- **Aim of the exercise**: All pictures are to be dropped, and the remaining data set down exactly.

Keypoint text descriptions:
- - -

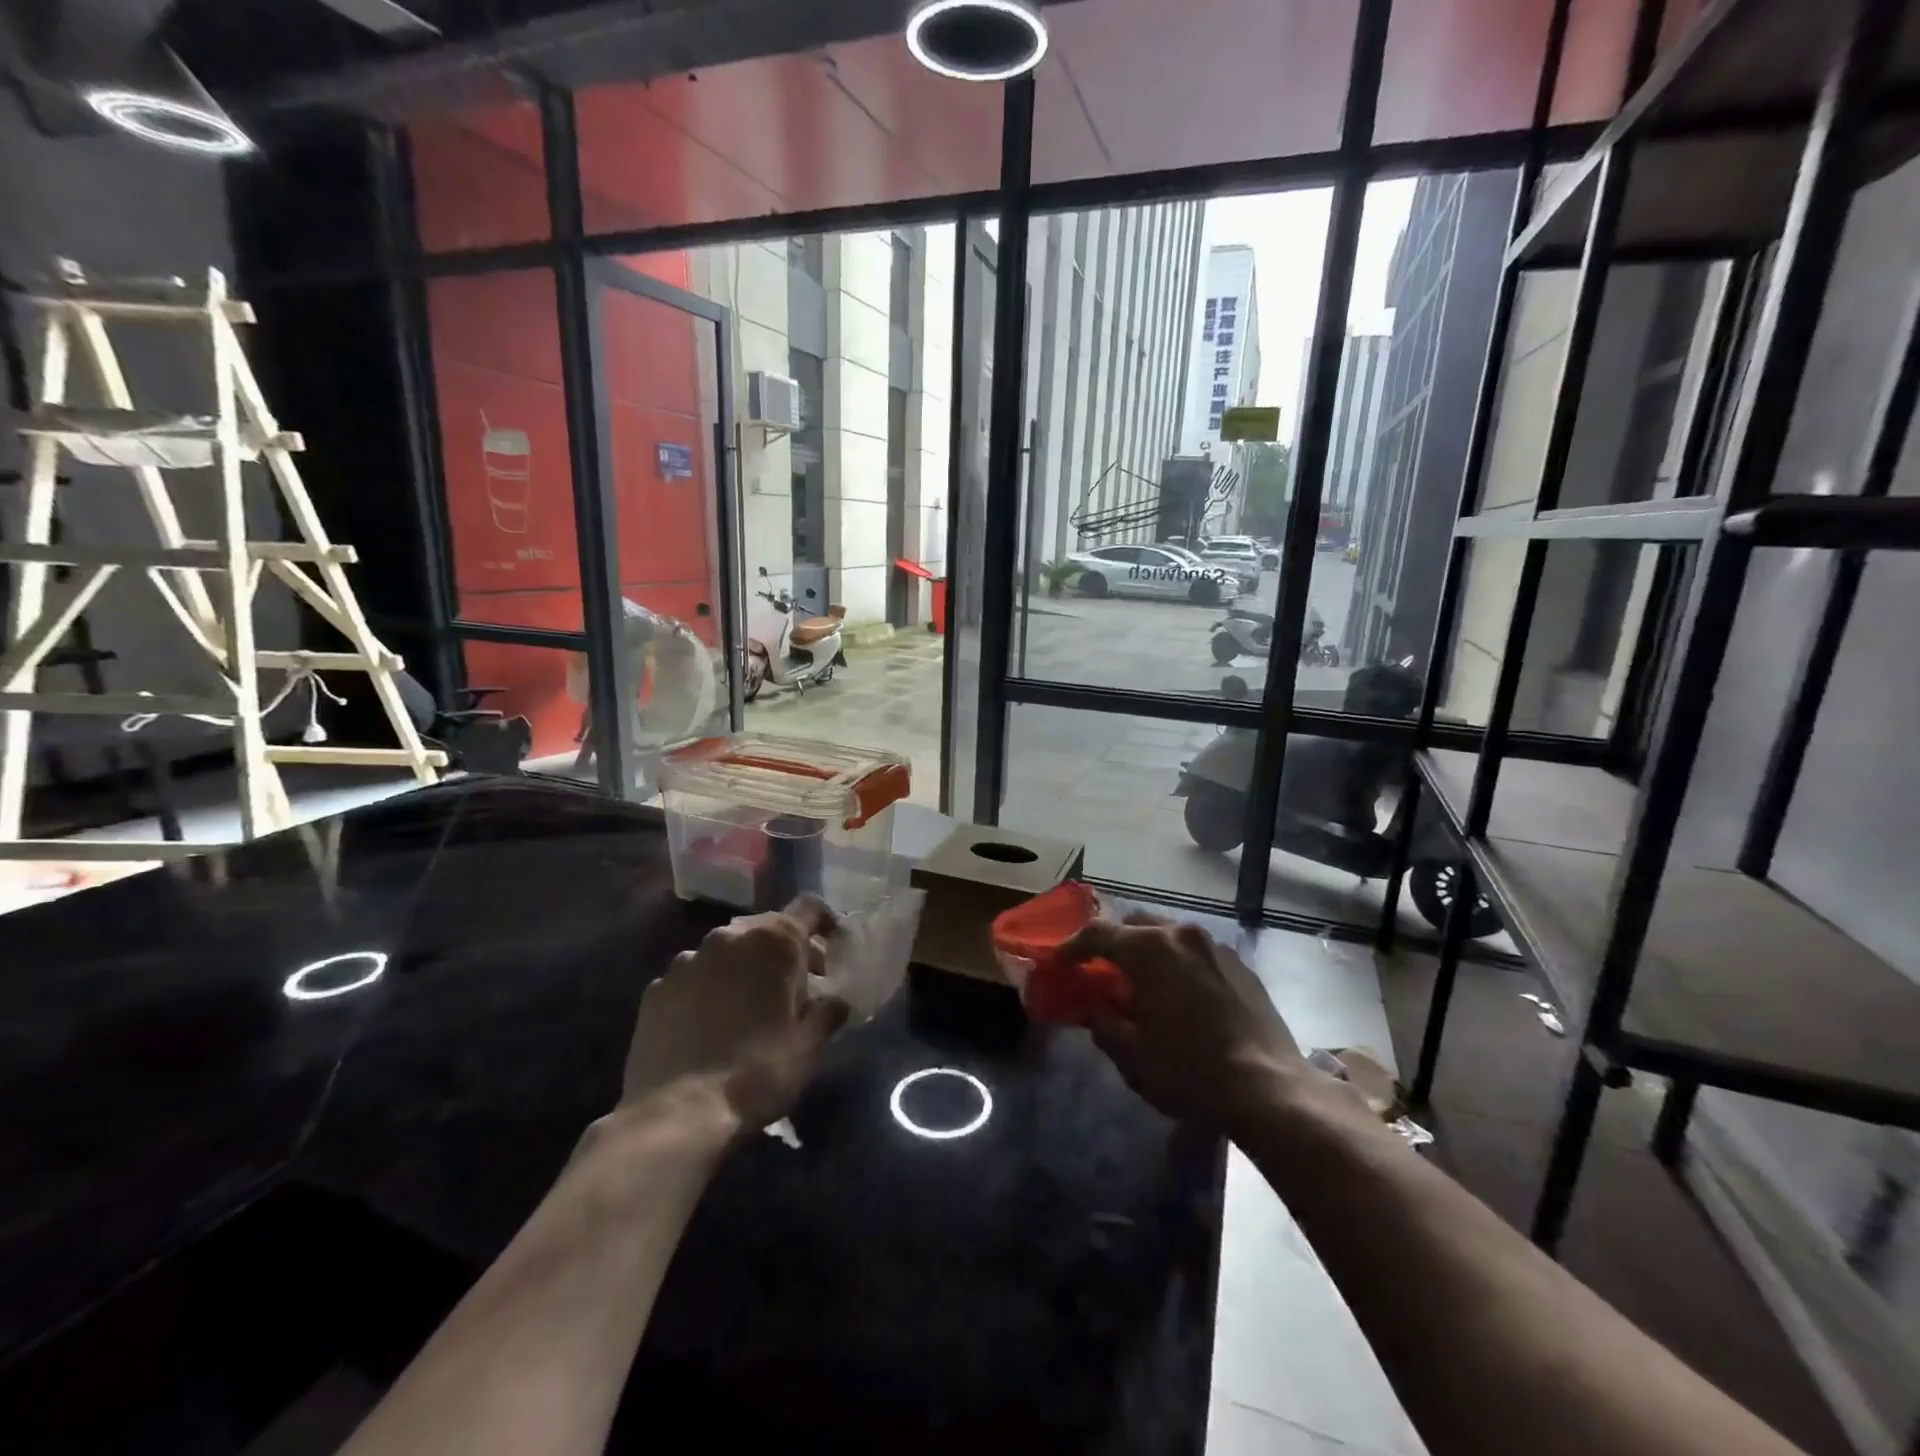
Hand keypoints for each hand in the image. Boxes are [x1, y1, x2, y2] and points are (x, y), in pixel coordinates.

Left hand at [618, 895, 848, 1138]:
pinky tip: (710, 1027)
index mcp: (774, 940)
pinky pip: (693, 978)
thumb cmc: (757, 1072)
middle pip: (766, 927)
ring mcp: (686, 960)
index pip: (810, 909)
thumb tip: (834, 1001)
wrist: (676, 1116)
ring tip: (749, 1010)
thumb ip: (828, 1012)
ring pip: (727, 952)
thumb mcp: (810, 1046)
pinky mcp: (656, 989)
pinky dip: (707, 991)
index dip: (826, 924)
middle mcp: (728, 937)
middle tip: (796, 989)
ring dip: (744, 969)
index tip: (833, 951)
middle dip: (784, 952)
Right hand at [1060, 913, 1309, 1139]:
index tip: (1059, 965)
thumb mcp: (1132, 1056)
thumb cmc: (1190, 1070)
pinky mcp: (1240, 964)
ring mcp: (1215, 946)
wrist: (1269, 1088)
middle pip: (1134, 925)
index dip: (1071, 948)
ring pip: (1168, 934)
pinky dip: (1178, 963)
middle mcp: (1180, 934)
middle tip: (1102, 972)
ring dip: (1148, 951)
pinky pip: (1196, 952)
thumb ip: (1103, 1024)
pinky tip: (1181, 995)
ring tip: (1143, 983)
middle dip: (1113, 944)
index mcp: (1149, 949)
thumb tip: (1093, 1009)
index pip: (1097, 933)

- - -

- **Problem solution**:
Hand keypoints for each hand in the image. Boxes are [x1, y1, x2, y2] and points are (x, y), in pixel coordinates.

Left hand at [618, 895, 848, 1138]:
pinky tip: (710, 1027)
index mcp: (774, 940)
pinky pip: (693, 978)
thumb cmc: (757, 1072)
middle pip: (766, 927)
ring mcp: (686, 960)
index pip: (810, 909)
thumb tip: (834, 1001)
wrist: (676, 1116)
ring tip: (749, 1010)
thumb ip: (828, 1012)
ring pip: (727, 952)
thumb mcp: (810, 1046)
pinky mcp: (656, 989)
pinky dip: (707, 991)
index dip: (826, 924)
middle mcp: (728, 937)
middle tip: (796, 989)
ring dip: (744, 969)
index tip: (833, 951)
middle dip: (784, 952)
Right hand at [1060, 913, 1309, 1139]:
index tip: (1059, 965)
thumb mcp: (1132, 1056)
thumb cmc: (1190, 1070)
pinky mcp: (1240, 964)
ring mcp: (1215, 946)
wrist: (1269, 1088)
middle pip: (1134, 925)
index dip: (1071, 948)
ring pip: (1168, 934)
pinky dip: (1178, 963)
middle mcp: (1180, 934)
middle tip: (1102, 972)
ring dip: (1148, 951)
pinky pip: (1196, 952)
thumb ip: (1103, 1024)
pinky tip: (1181, 995)
ring tip: (1143, 983)
middle dip: (1113, 944)
index mcp: (1149, 949)
thumb tip: (1093, 1009)
index pip: (1097, 933)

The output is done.